Time seems to be in short supply as a dyspraxic teacher, yet time feels like the secret ingredient to survival. There needs to be sufficient time and mental space away to reflect on the “bad” lessons, to properly process the criticism from observations, and to feel satisfied enough with the “better” lessons. According to the Dyspraxia Foundation, time-management, planning and organisation are issues that present in most dyspraxics to some degree, and affect their experiences in both education and work. A quick search shows that time management tends to be a challenge specifically for dyspraxic teachers too. Timing and pace come under the Teacher Standards, yet a greater understanding of how dyspraxia affects timing and pace is important in discussions of teaching and learning.
Teaching is a great performance, but I don’t pretend to be a perfect performer: I tend to be one step behind my beady-eyed students at least half of the time, and I know they know this too! The sound of “Miss, the date is wrong”, “Miss, we don’t have that on our sheet”, and “Miss, the board is frozen” are only too common occurrences in my classroom, which leave me wishing the remote-control could freeze the whole lesson at times, Hogwarts-style. Or even better, a rewind button to back-track on my dodgy explanations. This week, when I was in full flow with my noisy Year 8 class, I could have sworn I had ten more minutes left. I was determined to get my silence, insisting on “five minutes silent working” – I even dared to put a timer up on the board. But to what end? In less than a minute, the brief tranquility was shattered – most of the class was shouting out over my gentle voice: “Miss, the lesson is OVER. We’re going to be LATE. We need to GO”. I felt a deep sense of self-frustration with my mess-up of timings, yet again, despite thorough planning and best intentions to get this right.
To top things off, last week I lost track of the time and nearly paid for the consequences. I was multitasking again, trying to achieve five different tasks with ten different tabs open, flitting between them all and in reality achieving nothing. It was half past three and my teaching was finished for the day and I had the innocent aim of taking less work home with me – I was catching up on some lesson-planning, logging reports, tracking student data, marking tests, and then thought why not stick around to make some phone calls home. I was utterly caught up in an all-consuming bubble: somehow, it was now half past five. My line manager had made it clear to me at the start of the term: you must leave before 6pm, or the doors will lock. But this wasn’t clear enough for me. I seem to have to learn from experience…

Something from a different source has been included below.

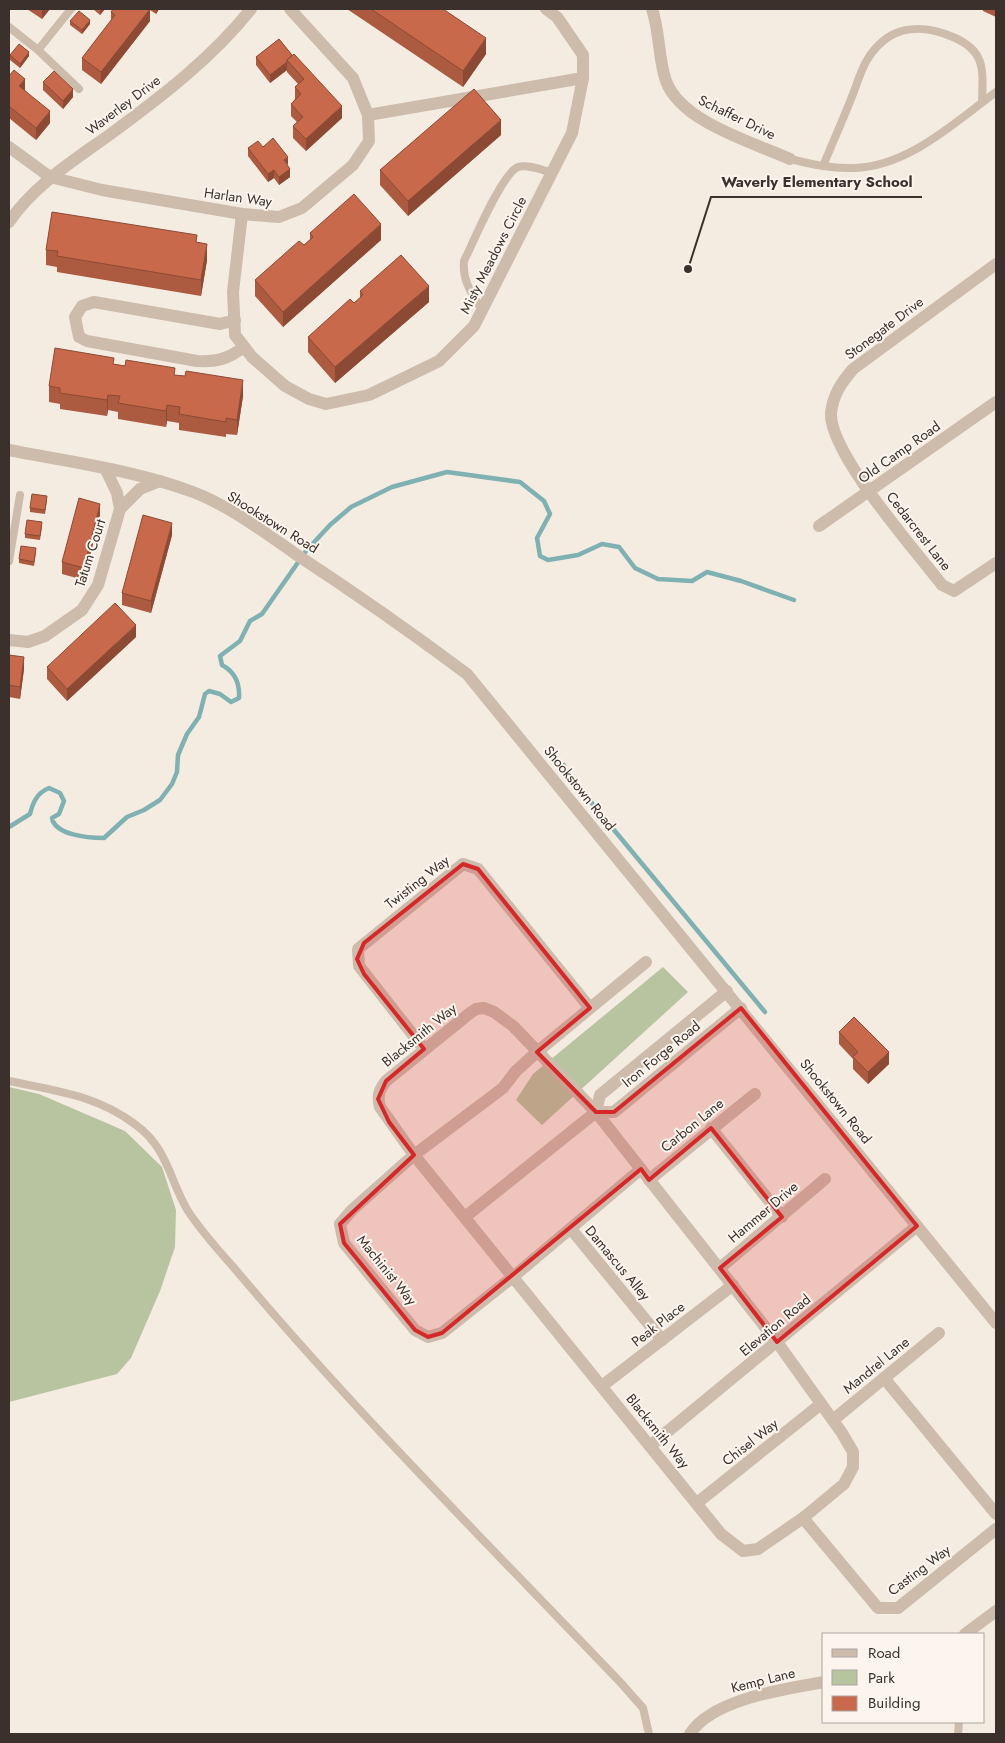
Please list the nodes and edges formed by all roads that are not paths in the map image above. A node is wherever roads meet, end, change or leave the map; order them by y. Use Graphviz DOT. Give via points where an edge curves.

Armed with two Tesco bags full of exercise books to mark, I wobbled along to the School Reception at 17.50. I was in a state of panic when my keycard refused to open the doors. I took a deep breath, consoling myself, this can’t be possible, and I tried the outside doors. They were padlocked too – no luck there. I was reminded of that time in Paris, when I set off the emergency security alarm by pressing the big red button. Only this was worse, because there wasn’t anyone at the end of the intercom to hear me. Trapped. Just as I was starting to despair and give up on my hope of leaving the school for the evening, envisioning the worst from horror films, I was very grateful to see a member of the site team emerge. She wasn’t best amused, but did let me escape. It is in these moments that you either laugh or cry. Choosing to laugh comes from a place of strength and resilience, knowing that it could always be worse – after all, I know that I won’t have been the first OR last person to have got locked in the school. Hopefully – can anyone back me up?!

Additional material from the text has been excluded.